● **Task to carry out**:
Beginning with the line that contains "thumb mcp: (867, 831)" in the material below, print each line exactly until the line that contains "thumb cmc: (916, 884)" has been printed, then stop.

● **Input for this task**:

┌────────

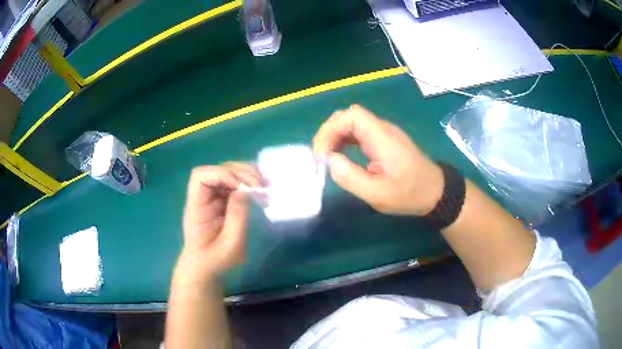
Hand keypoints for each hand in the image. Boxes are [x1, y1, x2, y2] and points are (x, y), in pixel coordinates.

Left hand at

└────────
┌────────

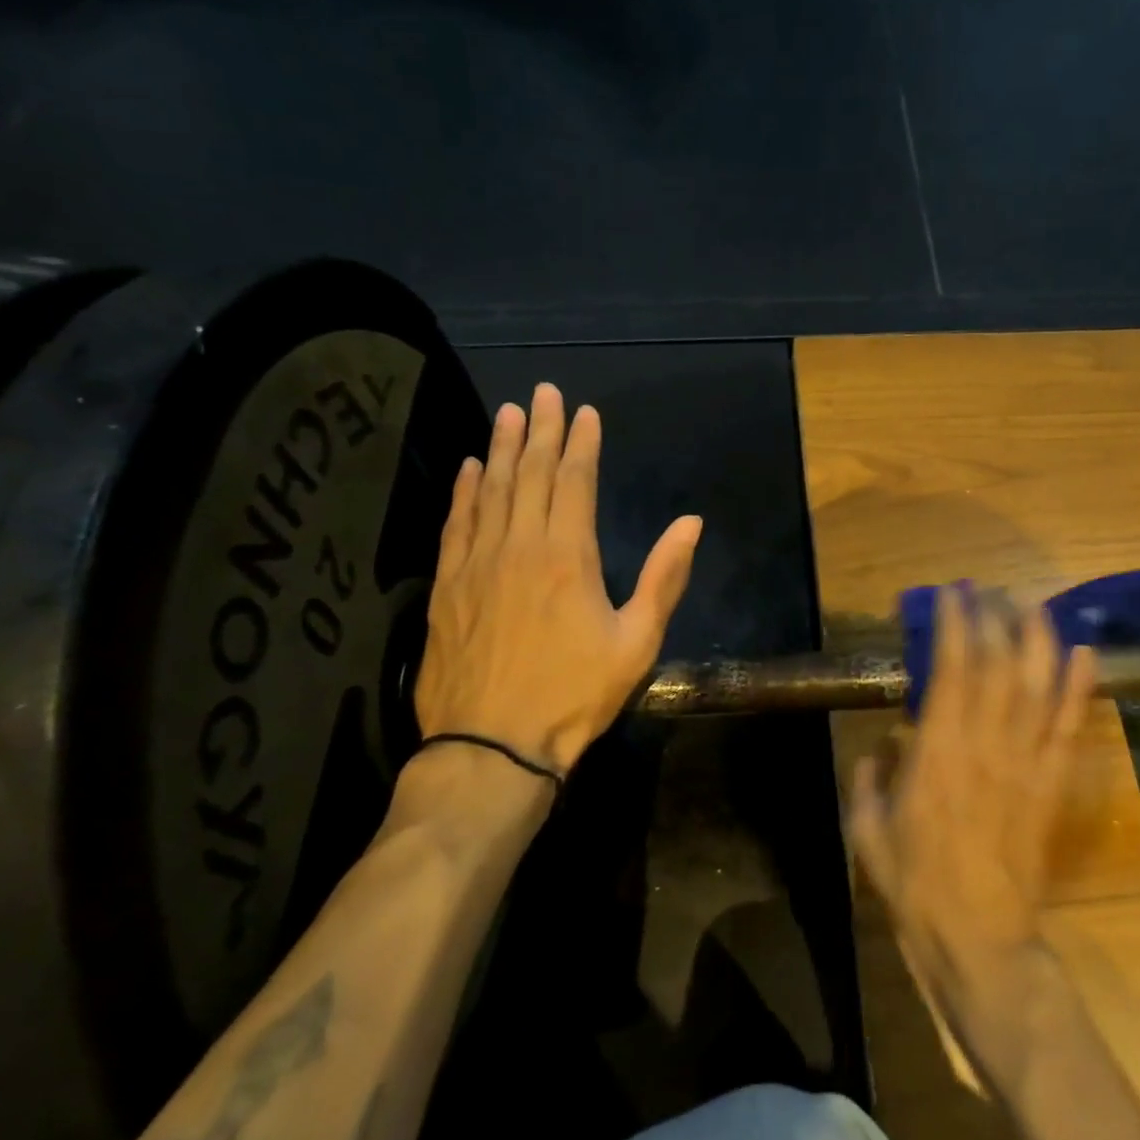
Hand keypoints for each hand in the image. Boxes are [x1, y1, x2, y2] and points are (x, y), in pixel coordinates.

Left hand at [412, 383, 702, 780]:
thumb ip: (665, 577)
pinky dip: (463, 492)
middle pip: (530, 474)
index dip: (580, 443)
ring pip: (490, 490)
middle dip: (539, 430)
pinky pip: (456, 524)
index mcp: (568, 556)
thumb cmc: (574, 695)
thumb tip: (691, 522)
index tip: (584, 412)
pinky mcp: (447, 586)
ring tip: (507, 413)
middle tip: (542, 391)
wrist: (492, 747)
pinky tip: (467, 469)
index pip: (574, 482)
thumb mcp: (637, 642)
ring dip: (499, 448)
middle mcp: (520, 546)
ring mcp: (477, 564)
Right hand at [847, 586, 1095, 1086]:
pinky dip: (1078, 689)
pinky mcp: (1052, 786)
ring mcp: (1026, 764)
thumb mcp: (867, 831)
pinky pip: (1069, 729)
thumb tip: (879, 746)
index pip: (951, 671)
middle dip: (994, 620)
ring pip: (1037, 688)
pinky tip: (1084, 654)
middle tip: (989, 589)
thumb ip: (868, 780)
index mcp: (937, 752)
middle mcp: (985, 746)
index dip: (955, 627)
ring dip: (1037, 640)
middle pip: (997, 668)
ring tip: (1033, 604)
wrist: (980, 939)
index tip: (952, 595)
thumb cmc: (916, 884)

└────────

● **Result of this task**:
thumb mcp: (867, 831)
pinky pip: (1069, 729)
thumb tip: (879, 746)
index pip: (951, 671)
middle dip: (994, 620)
ring pip: (1037, 688)
pinky tip: (1084, 654)
middle tip: (989, 589)
thumb ip: (868, 780)
index mcp: (937, 752)
middle mcp: (985, 746)
index dip: (955, 627)
ring dip: (1037, 640)
middle pip: (997, 668)
ring tip: (1033, 604)
wrist: (980, 939)
index tip: (952, 595)
thumb cmc: (916, 884)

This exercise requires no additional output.